Records from a data collection
★ ★ ★ ★ ★ ★ ★

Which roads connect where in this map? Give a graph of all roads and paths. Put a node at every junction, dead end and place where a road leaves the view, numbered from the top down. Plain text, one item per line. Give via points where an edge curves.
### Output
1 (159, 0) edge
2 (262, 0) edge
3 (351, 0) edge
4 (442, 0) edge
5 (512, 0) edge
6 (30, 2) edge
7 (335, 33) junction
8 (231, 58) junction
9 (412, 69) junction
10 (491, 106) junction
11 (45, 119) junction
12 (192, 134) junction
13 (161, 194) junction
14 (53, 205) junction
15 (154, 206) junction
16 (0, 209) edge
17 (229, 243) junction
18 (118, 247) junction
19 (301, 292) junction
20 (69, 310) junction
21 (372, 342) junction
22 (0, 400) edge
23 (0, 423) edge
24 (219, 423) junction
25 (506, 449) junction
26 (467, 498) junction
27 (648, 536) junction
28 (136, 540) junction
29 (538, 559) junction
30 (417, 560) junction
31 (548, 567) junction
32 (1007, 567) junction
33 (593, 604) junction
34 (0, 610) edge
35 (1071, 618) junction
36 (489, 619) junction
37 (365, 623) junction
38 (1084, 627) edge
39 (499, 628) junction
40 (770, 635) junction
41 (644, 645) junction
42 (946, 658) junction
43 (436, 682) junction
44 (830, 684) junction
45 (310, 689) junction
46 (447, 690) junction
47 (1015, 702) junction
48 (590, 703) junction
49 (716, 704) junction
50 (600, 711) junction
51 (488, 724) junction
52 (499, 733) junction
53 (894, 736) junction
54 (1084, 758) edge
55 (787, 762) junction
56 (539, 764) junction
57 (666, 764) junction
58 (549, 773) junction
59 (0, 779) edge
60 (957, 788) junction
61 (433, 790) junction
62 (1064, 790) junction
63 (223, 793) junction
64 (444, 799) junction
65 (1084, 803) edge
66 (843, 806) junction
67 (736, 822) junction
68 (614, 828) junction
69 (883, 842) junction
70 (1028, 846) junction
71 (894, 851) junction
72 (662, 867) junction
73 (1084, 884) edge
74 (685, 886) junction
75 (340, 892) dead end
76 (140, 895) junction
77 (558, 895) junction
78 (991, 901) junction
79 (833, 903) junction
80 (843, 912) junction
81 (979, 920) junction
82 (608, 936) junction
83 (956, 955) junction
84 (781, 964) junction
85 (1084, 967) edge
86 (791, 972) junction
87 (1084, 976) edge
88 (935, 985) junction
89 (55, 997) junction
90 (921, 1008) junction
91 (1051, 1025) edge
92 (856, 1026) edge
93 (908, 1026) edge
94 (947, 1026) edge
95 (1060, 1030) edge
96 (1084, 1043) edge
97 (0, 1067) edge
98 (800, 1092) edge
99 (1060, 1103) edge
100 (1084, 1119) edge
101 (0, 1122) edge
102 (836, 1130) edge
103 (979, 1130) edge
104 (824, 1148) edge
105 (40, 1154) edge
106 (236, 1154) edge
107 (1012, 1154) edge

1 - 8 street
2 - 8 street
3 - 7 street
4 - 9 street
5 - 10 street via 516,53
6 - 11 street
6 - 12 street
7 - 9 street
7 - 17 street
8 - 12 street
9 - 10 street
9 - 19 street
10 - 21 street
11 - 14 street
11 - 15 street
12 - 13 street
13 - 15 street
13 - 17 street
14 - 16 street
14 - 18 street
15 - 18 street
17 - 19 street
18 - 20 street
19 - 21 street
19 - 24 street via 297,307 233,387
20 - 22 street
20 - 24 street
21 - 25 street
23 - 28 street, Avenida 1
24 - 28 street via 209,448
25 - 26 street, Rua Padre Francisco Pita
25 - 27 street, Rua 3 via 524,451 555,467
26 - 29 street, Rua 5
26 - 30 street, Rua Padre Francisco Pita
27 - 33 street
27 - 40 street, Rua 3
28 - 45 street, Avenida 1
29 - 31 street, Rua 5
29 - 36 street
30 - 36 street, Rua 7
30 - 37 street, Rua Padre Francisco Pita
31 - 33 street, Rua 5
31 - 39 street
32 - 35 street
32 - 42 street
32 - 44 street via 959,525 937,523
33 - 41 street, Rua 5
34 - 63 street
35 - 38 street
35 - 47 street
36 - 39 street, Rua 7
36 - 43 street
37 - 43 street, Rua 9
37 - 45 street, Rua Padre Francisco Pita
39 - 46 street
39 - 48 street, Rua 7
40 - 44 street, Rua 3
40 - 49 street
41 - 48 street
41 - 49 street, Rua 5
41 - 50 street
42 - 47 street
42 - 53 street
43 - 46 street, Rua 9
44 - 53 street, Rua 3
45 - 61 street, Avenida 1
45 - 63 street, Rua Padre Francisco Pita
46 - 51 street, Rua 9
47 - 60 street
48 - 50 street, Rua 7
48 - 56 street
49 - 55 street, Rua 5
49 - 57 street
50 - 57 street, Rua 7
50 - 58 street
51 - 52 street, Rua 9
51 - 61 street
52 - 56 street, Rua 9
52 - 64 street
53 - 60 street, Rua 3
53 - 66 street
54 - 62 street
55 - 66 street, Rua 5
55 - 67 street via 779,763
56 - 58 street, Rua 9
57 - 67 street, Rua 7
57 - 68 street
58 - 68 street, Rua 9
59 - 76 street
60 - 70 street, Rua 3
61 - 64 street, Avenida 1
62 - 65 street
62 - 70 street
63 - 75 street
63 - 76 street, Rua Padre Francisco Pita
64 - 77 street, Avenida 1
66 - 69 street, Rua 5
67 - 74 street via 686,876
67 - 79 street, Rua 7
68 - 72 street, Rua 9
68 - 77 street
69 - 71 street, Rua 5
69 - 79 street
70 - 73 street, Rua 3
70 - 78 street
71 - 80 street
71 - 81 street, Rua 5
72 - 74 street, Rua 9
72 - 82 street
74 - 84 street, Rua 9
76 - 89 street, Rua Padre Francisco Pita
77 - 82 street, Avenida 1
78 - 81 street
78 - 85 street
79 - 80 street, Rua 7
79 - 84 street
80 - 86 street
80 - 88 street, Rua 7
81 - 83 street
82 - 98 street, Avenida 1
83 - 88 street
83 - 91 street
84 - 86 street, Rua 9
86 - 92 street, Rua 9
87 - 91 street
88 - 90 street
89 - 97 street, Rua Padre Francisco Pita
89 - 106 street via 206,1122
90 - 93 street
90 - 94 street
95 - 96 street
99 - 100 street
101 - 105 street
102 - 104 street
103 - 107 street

★ ★ ★ ★ ★ ★ ★

● EXERCISE DETAILS:
Copy all of the data. Keep every word exactly as it is.

● SOLUTION TO THIS TASK:
Which roads connect where in this map? Give a graph of all roads and paths. Put a node at every junction, dead end and place where a road leaves the view, numbered from the top down. Plain text, one item per line. Give via points where an edge curves.
### Output
1 (159, 0) edge
2 (262, 0) edge
3 (351, 0) edge
4 (442, 0) edge
5 (512, 0) edge
6 (30, 2) edge
7 (335, 33) junction
8 (231, 58) junction
9 (412, 69) junction
10 (491, 106) junction
11 (45, 119) junction
12 (192, 134) junction
13 (161, 194) junction
14 (53, 205) junction
15 (154, 206) junction
16 (0, 209) edge
17 (229, 243) junction
18 (118, 247) junction
19 (301, 292) junction
20 (69, 310) junction
21 (372, 342) junction
22 (0, 400) edge
23 (0, 423) edge
24 (219, 423) junction
25 (506, 449) junction
26 (467, 498) junction
27 (648, 536) junction
28 (136, 540) junction
29 (538, 559) junction
30 (417, 560) junction
31 (548, 567) junction
32 (1007, 567) junction
33 (593, 604) junction
34 (0, 610) edge
35 (1071, 618) junction
36 (489, 619) junction
37 (365, 623) junction
38 (1084, 627) edge
39 (499, 628) junction
40 (770, 635) junction
41 (644, 645) junction
42 (946, 658) junction
43 (436, 682) junction
44 (830, 684) junction
45 (310, 689) junction
46 (447, 690) junction
47 (1015, 702) junction
48 (590, 703) junction
49 (716, 704) junction
50 (600, 711) junction
51 (488, 724) junction
52 (499, 733) junction
53 (894, 736) junction
54 (1084, 758) edge
55 (787, 762) junction
56 (539, 764) junction
57 (666, 764) junction
58 (549, 773) junction
59 (0, 779) edge
60 (957, 788) junction
61 (433, 790) junction
62 (1064, 790) junction
63 (223, 793) junction
64 (444, 799) junction
65 (1084, 803) edge
66 (843, 806) junction
67 (736, 822) junction
68 (614, 828) junction
69 (883, 842) junction
70 (1028, 846) junction
71 (894, 851) junction
72 (662, 867) junction
73 (1084, 884) edge
74 (685, 886) junction
75 (340, 892) dead end
76 (140, 895) junction
77 (558, 895) junction
78 (991, 901) junction
79 (833, 903) junction
80 (843, 912) junction
81 (979, 920) junction
82 (608, 936) junction
83 (956, 955) junction
84 (781, 964) junction
85 (1084, 967) edge
86 (791, 972) junction
87 (1084, 976) edge
88 (935, 985) junction
89 (55, 997) junction
90 (921, 1008) junction
91 (1051, 1025) edge
92 (856, 1026) edge
93 (908, 1026) edge
94 (947, 1026) edge
95 (1060, 1030) edge
96 (1084, 1043) edge
97 (0, 1067) edge
98 (800, 1092) edge
99 (1060, 1103) edge
100 (1084, 1119) edge
101 (0, 1122) edge
102 (836, 1130) edge
103 (979, 1130) edge
104 (824, 1148) edge
105 (40, 1154) edge
106 (236, 1154) edge
107 (1012, 1154) edge

1 - 8 street
2 - 8 street
3 - 7 street
4 - 9 street
5 - 10 street via 516,53
6 - 11 street
6 - 12 street
7 - 9 street
7 - 17 street
8 - 12 street
9 - 10 street
9 - 19 street
10 - 21 street
11 - 14 street
11 - 15 street
12 - 13 street
13 - 15 street
13 - 17 street
14 - 16 street
14 - 18 street
15 - 18 street
17 - 19 street
18 - 20 street
19 - 21 street
19 - 24 street via 297,307 233,387
20 - 22 street
20 - 24 street
21 - 25 street
23 - 28 street, Avenida 1
24 - 28 street via 209,448
25 - 26 street, Rua Padre Francisco Pita
25 - 27 street, Rua 3 via 524,451 555,467
26 - 29 street, Rua 5
26 - 30 street, Rua Padre Francisco Pita
27 - 33 street
27 - 40 street, Rua 3
28 - 45 street, Avenida 1
29 - 31 street, Rua 5
29 - 36 street
30 - 36 street, Rua 7
30 - 37 street, Rua Padre Francisco Pita
31 - 33 street, Rua 5
31 - 39 street
32 - 35 street
32 - 42 street
32 - 44 street via 959,525 937,523
33 - 41 street, Rua 5
34 - 63 street
35 - 38 street
35 - 47 street
36 - 39 street, Rua 7
36 - 43 street
37 - 43 street, Rua 9
37 - 45 street, Rua Padre Francisco Pita
39 - 46 street
39 - 48 street, Rua 7
40 - 44 street, Rua 3
40 - 49 street
41 - 48 street
41 - 49 street, Rua 5
41 - 50 street
42 - 47 street
42 - 53 street
43 - 46 street, Rua 9
44 - 53 street, Rua 3
45 - 61 street, Avenida 1
45 - 63 street, Rua Padre Francisco Pita
46 - 51 street, Rua 9
47 - 60 street
48 - 50 street, Rua 7
48 - 56 street
49 - 55 street, Rua 5
49 - 57 street
50 - 57 street, Rua 7
50 - 58 street
51 - 52 street, Rua 9
51 - 61 street
52 - 56 street, Rua 9
52 - 64 street
53 - 60 street, Rua 3
53 - 66 street
54 - 62 street
55 - 66 street, Rua 5
55 - 67 street via 779,763
56 - 58 street, Rua 9
57 - 67 street, Rua 7
57 - 68 street
58 - 68 street, Rua 9
59 - 76 street
60 - 70 street, Rua 3
61 - 64 street, Avenida 1
62 - 65 street
62 - 70 street
63 - 75 street
63 - 76 street, Rua Padre Francisco Pita
64 - 77 street, Avenida 1
66 - 69 street, Rua 5
67 - 74 street via 686,876
67 - 79 street, Rua 7
68 - 72 street, Rua 9
68 - 77 street
69 - 71 street, Rua 5
69 - 79 street
70 - 73 street, Rua 3
70 - 78 street
71 - 80 street
71 - 81 street, Rua 5
72 - 74 street, Rua 9
72 - 82 street
74 - 84 street, Rua 9
76 - 89 street, Rua Padre Francisco Pita
77 - 82 street, Avenida 1
78 - 81 street
78 - 85 street
79 - 80 street, Rua 7
79 - 84 street
80 - 86 street
80 - 88 street, Rua 7
81 - 83 street
82 - 98 street, Avenida 1
83 - 88 street
83 - 91 street
84 - 86 street, Rua 9
86 - 92 street, Rua 9
87 - 91 street
88 - 90 street
89 - 97 street, Rua Padre Francisco Pita
89 - 106 street via 206,1122
90 - 93 street
90 - 94 street
95 - 96 street
99 - 100 street
101 - 105 street
102 - 104 street
103 - 107 street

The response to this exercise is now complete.